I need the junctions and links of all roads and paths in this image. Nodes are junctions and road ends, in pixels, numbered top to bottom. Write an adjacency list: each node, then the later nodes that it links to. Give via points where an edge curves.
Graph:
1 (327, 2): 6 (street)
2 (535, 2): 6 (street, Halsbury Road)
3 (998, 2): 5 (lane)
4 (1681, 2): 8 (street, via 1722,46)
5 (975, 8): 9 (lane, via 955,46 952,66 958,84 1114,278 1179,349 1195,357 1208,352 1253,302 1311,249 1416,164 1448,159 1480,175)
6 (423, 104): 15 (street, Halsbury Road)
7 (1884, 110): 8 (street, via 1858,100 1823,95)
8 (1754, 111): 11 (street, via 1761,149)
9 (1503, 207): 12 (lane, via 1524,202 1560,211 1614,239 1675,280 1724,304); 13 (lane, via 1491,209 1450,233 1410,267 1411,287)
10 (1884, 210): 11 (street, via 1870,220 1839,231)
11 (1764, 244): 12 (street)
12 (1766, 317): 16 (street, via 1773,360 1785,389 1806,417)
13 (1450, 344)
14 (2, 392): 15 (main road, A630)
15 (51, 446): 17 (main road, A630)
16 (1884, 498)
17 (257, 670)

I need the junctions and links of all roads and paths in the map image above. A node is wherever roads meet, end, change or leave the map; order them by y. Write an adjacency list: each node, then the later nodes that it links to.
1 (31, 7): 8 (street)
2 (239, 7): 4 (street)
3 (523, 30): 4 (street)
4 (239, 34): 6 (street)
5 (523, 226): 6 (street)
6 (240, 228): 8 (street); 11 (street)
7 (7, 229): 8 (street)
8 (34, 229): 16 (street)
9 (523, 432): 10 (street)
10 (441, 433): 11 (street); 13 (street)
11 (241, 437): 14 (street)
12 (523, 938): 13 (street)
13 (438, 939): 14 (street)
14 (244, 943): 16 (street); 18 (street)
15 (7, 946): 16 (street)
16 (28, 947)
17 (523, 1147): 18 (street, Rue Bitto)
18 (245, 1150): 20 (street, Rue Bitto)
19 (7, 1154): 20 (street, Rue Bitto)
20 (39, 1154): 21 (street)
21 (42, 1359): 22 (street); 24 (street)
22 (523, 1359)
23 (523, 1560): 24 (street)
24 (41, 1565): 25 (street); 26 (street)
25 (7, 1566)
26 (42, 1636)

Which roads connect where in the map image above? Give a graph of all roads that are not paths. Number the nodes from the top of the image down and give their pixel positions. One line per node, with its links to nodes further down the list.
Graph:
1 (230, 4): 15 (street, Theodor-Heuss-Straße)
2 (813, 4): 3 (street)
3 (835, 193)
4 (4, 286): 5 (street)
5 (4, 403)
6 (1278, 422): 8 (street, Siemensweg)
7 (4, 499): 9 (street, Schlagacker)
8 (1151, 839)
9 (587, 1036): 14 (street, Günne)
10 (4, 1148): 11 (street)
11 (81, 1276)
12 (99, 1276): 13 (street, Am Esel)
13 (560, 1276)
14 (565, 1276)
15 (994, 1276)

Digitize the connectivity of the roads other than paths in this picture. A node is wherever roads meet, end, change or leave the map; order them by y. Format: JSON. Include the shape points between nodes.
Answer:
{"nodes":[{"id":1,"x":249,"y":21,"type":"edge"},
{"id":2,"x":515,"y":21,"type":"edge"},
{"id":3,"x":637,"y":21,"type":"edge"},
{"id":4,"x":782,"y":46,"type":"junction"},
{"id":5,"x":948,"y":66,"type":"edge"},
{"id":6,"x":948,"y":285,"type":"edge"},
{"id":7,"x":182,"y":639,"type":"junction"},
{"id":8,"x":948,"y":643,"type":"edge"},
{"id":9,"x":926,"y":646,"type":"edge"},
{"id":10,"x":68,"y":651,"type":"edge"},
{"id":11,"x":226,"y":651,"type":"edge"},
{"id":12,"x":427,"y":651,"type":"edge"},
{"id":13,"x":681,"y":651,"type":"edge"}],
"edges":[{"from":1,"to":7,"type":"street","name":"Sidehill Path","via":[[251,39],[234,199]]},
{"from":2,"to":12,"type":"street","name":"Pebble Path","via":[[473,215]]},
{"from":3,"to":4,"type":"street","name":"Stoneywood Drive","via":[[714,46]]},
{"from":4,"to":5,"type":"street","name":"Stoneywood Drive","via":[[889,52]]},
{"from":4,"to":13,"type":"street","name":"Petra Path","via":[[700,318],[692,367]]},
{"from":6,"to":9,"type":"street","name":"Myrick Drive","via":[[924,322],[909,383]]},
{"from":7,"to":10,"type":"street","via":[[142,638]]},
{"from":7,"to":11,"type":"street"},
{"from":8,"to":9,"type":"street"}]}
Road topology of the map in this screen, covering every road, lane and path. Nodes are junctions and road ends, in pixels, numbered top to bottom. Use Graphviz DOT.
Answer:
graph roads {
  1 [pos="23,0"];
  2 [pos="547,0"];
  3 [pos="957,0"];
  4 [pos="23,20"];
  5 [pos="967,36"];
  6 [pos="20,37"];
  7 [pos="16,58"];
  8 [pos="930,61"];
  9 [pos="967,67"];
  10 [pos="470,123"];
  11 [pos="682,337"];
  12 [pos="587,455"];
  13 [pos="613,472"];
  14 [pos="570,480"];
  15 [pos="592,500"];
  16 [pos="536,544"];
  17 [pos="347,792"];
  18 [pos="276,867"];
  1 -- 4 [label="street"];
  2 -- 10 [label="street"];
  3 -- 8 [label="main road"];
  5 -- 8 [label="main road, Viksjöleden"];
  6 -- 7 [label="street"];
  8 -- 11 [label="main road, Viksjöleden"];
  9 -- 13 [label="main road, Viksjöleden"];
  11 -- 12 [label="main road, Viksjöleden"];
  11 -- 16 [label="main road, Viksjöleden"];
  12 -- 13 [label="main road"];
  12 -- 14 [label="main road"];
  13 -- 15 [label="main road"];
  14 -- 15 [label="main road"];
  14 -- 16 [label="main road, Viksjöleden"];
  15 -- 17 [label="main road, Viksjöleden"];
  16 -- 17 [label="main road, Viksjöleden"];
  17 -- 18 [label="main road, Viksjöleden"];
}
_ _ _
PROBLEM TO SOLVE:
From the records above, pull out every line containing the word "this".

OUTPUT OF THE EXERCISE:
I need the junctions and links of all roads and paths in this image. Nodes are junctions and road ends, in pixels, numbered top to bottom. Write an adjacency list: each node, then the later nodes that it links to. Give via points where an edge curves.
Digitize the connectivity of the roads other than paths in this picture. A node is wherever roads meet, end, change or leave the map; order them by y. Format: JSON. Include the shape points between nodes.
Road topology of the map in this screen, covering every road, lane and path. Nodes are junctions and road ends, in pixels, numbered top to bottom. Use Graphviz DOT.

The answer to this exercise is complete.